By Larissa Koehler, Jamie Fine
Distributed energy resources, from rooftop solar panels to smart well-weatherized homes and timed electric vehicle charging, are vital pieces of the clean energy puzzle. Coordinating how and where to encourage them in a way that benefits the electric grid, the environment, and Californians can be complicated. In its’ Integrated Distributed Energy Resource proceeding, the California Public Utilities Commission (Commission) recently asked stakeholders [PDF] to “consider how existing programs, incentives, and tariffs can be coordinated to maximize the locational benefits and minimize the costs of distributed energy resources.”

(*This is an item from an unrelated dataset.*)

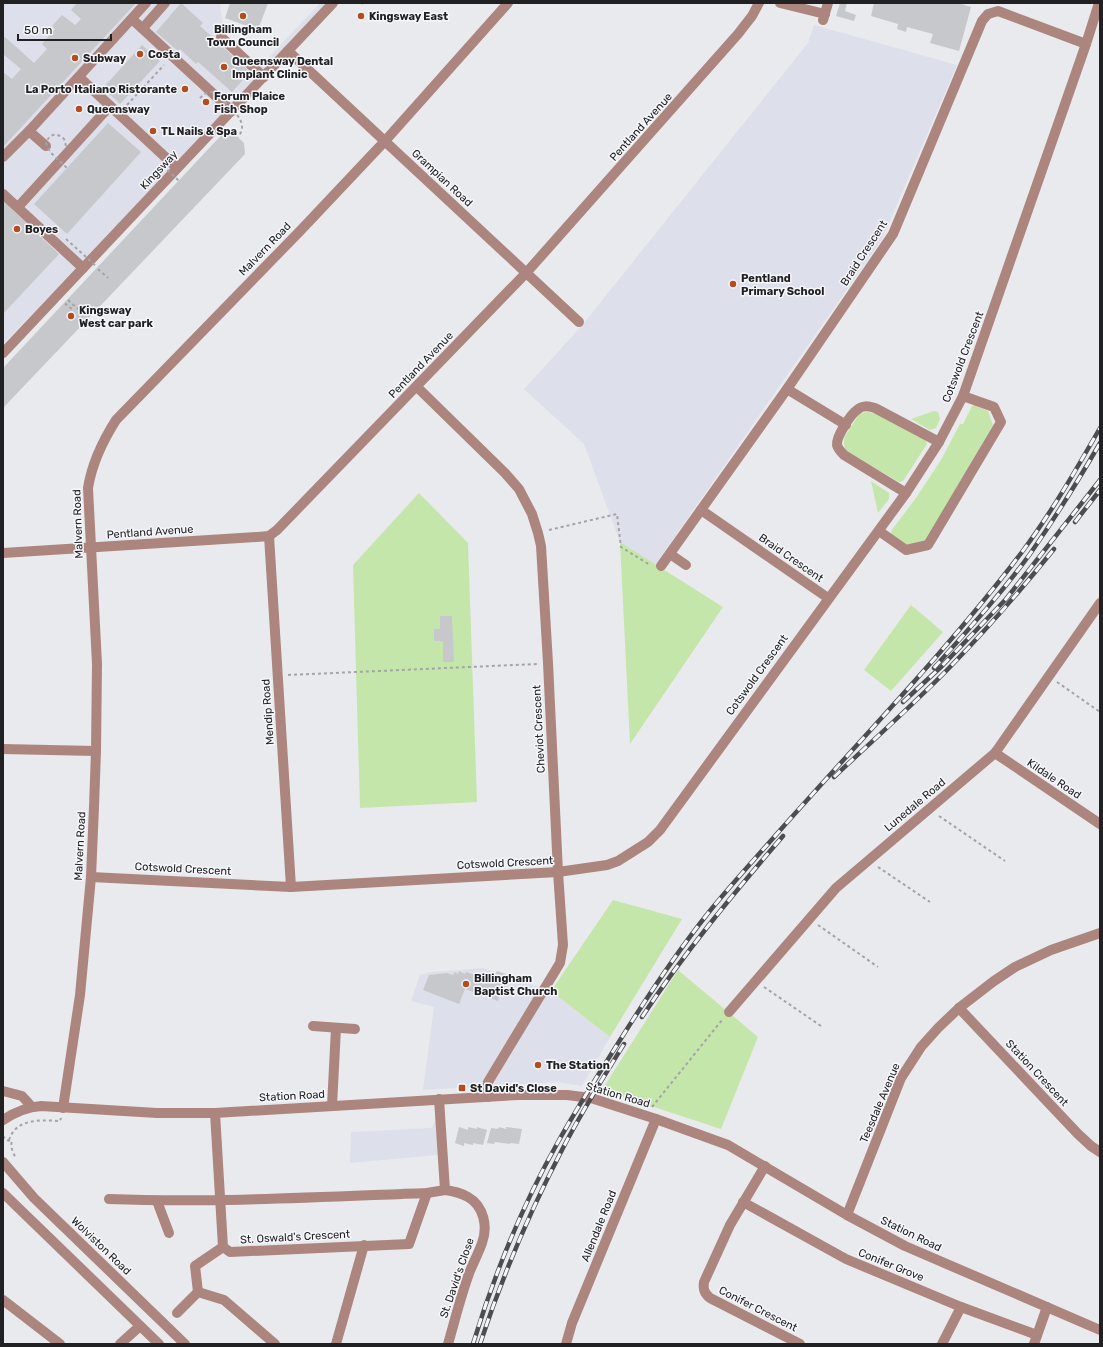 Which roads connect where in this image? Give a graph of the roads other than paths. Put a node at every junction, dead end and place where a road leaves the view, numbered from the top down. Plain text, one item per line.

This key step forward in the proceeding is potentially a big deal. Why? Rocky Mountain Institute’s report puts it this way [PDF]:
“More granular pricing, capable of reflecting marginal costs and benefits more accurately than today’s rates do, will provide better incentives to direct distributed resource investments, regardless of whether investments in and management of [distributed energy resources] are undertaken by customers, by utilities, or by third-party service providers.”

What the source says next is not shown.